With this series, Nick Brandt has created a profoundly original body of work, one that represents an entirely new approach to climate-conscious photography, and one that gives us a vital means of considering what we all stand to lose. The environmental threat to life on this planet – both human and animal – is realized to devastating effect in these powerful yet tender portraits.
Chapter One was photographed in Zimbabwe and Kenya in 2020, Chapter Two in Bolivia in 2022. The people in the photos have all been badly affected by climate change, from extreme droughts to floods that destroyed their homes and livelihoods. The photographs were taken at several sanctuaries and conservancies. The animals are almost all long-term rescues, victims of everything from habitat destruction to wildlife trafficking. These animals can never be released back into the wild. As a result, they are almost all habituated to humans, and so it was safe for human strangers to be close to them, photographed in the same frame at the same time.
SINK / RISE (2023), Chapter Three of The Day May Break, focuses on South Pacific Islanders impacted by rising oceans from climate change. The local people in these photos, photographed underwater in the ocean off the coast of the Fijian islands, are representatives of the many people whose homes, land and livelihoods will be lost in the coming decades as the water rises.
The Echo of Our Voices (2024), the fourth chapter of The Day May Break, features rural families, who fled the war in Syria, now living in Jordan.
Jordan is considered the second most water-scarce country in the world. Living lives of continuous displacement due to climate change, the Syrians are forced to move their homes up to several times a year, moving to where there has been sufficient rainfall for crops to grow, and with that, temporary employment.

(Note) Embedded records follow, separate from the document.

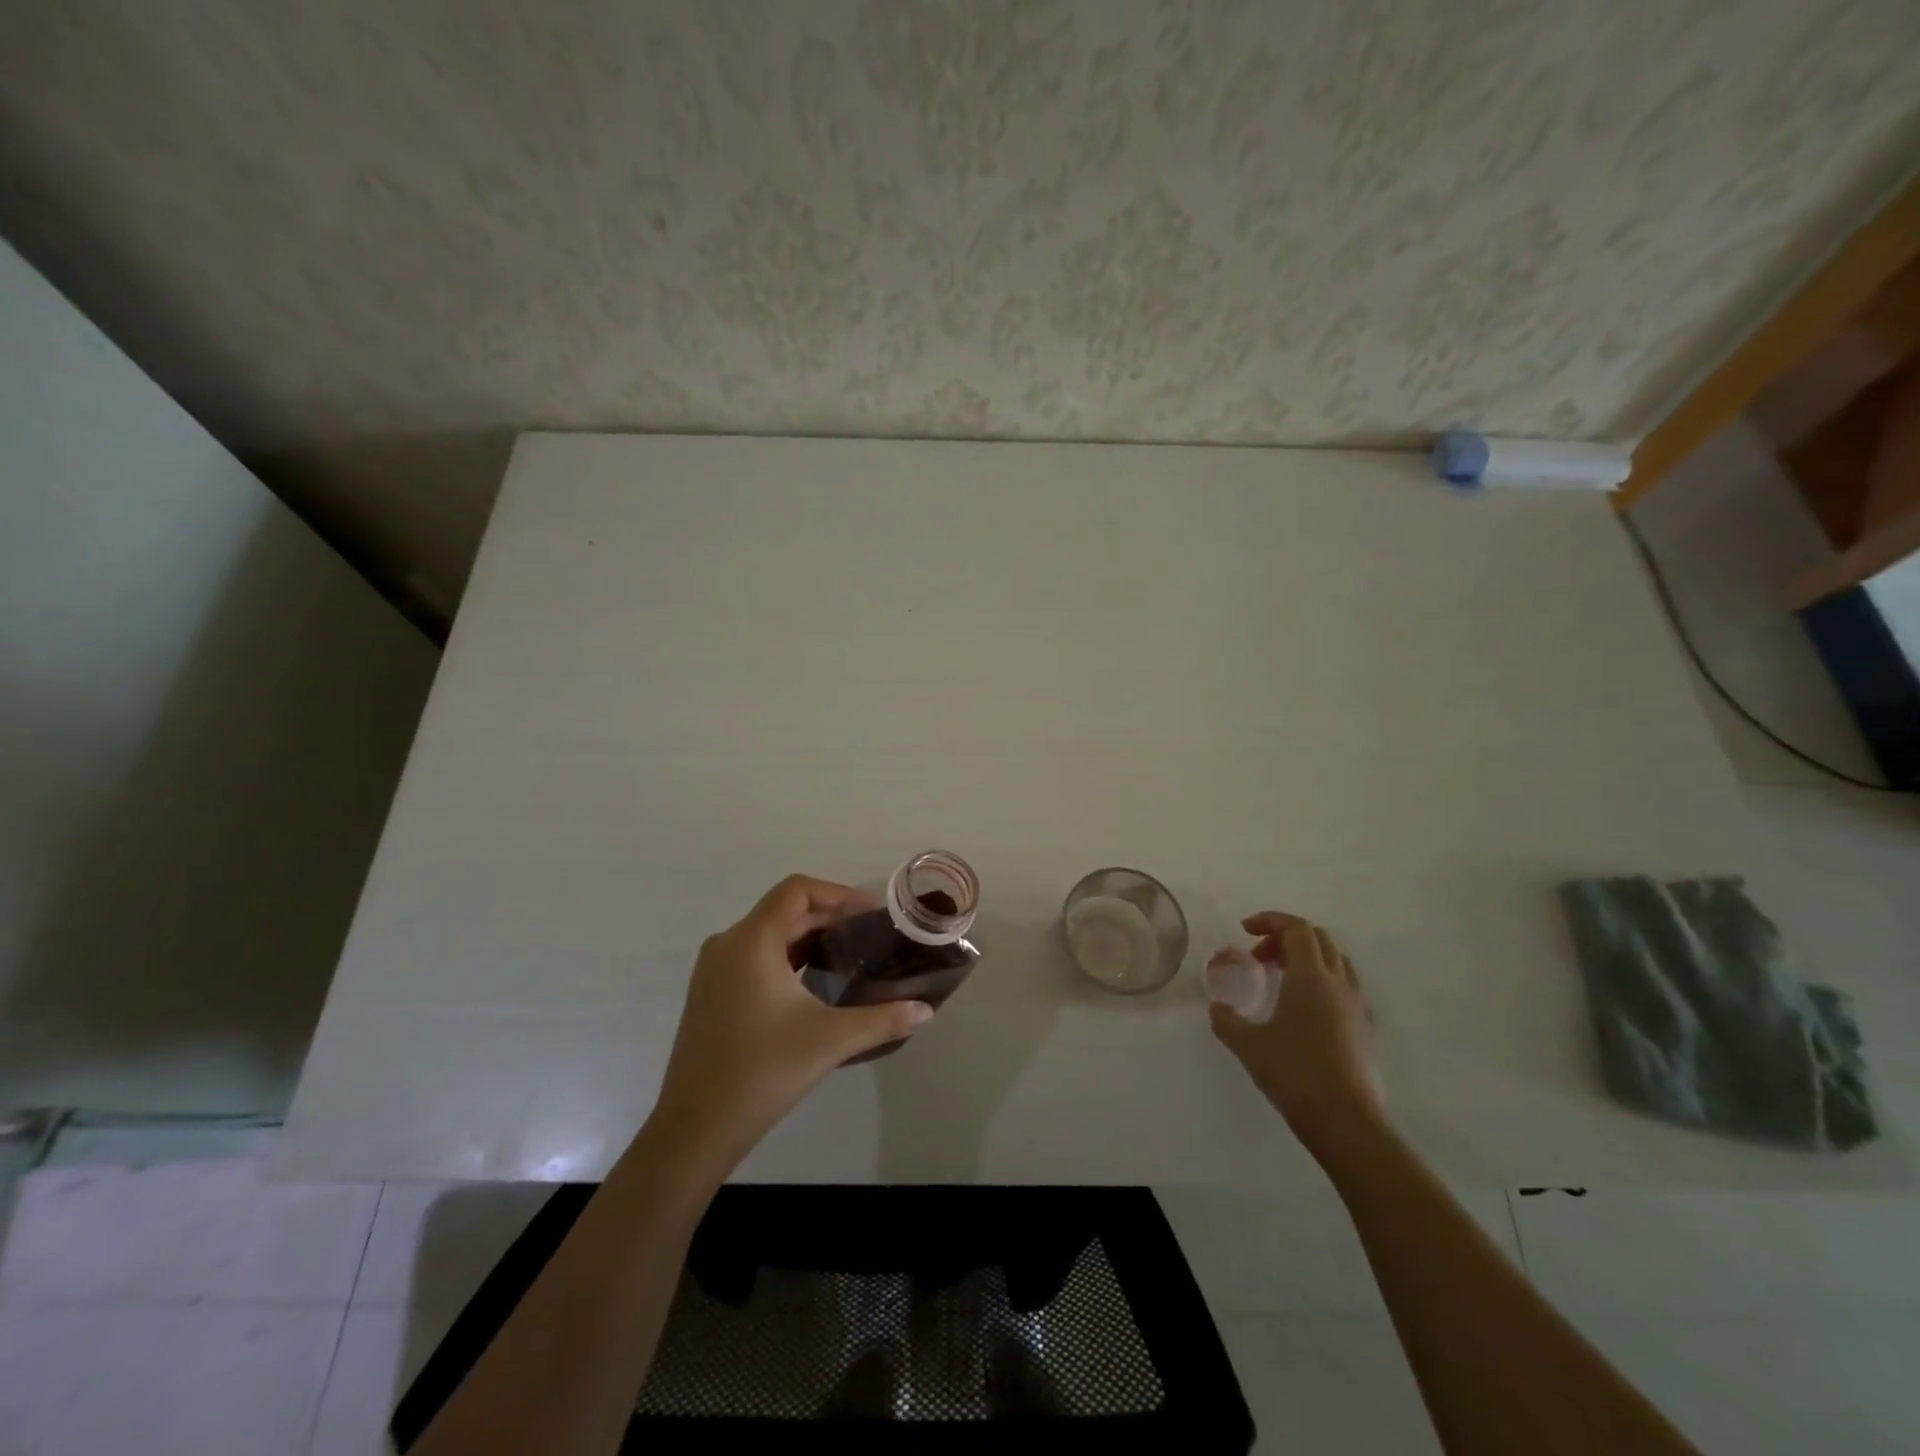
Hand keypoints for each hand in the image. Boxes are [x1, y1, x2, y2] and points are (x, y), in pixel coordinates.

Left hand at [649, 875, 933, 1172]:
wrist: (694, 1129)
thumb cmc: (762, 1072)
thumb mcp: (830, 1040)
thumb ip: (882, 1019)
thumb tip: (926, 1011)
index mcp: (752, 940)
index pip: (797, 890)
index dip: (837, 893)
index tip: (871, 912)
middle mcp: (727, 944)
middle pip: (784, 911)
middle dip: (829, 918)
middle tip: (869, 937)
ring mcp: (713, 969)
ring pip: (768, 934)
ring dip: (807, 938)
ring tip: (848, 957)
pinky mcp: (710, 993)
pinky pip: (753, 956)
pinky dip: (786, 957)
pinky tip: (812, 985)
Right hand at [1209, 913, 1381, 1156]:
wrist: (1348, 1123)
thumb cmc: (1295, 1074)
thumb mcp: (1247, 1045)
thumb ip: (1226, 1020)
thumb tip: (1217, 1009)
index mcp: (1310, 977)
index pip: (1296, 928)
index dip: (1269, 920)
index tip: (1245, 931)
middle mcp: (1338, 983)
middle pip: (1318, 938)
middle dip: (1286, 938)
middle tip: (1260, 958)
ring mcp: (1358, 1006)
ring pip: (1336, 961)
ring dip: (1307, 958)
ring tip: (1281, 980)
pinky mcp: (1366, 1029)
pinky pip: (1345, 988)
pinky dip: (1323, 983)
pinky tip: (1305, 1011)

This chapter is very different to the previous chapters, both visually and emotionally: a show of connection and strength in the face of adversity, that when all else is lost you still have each other.
The stacks of boxes that the families sit and stand together on aim skyward - a verticality implying a strength or defiance - and provide pedestals for those that in our society are typically unseen and unheard.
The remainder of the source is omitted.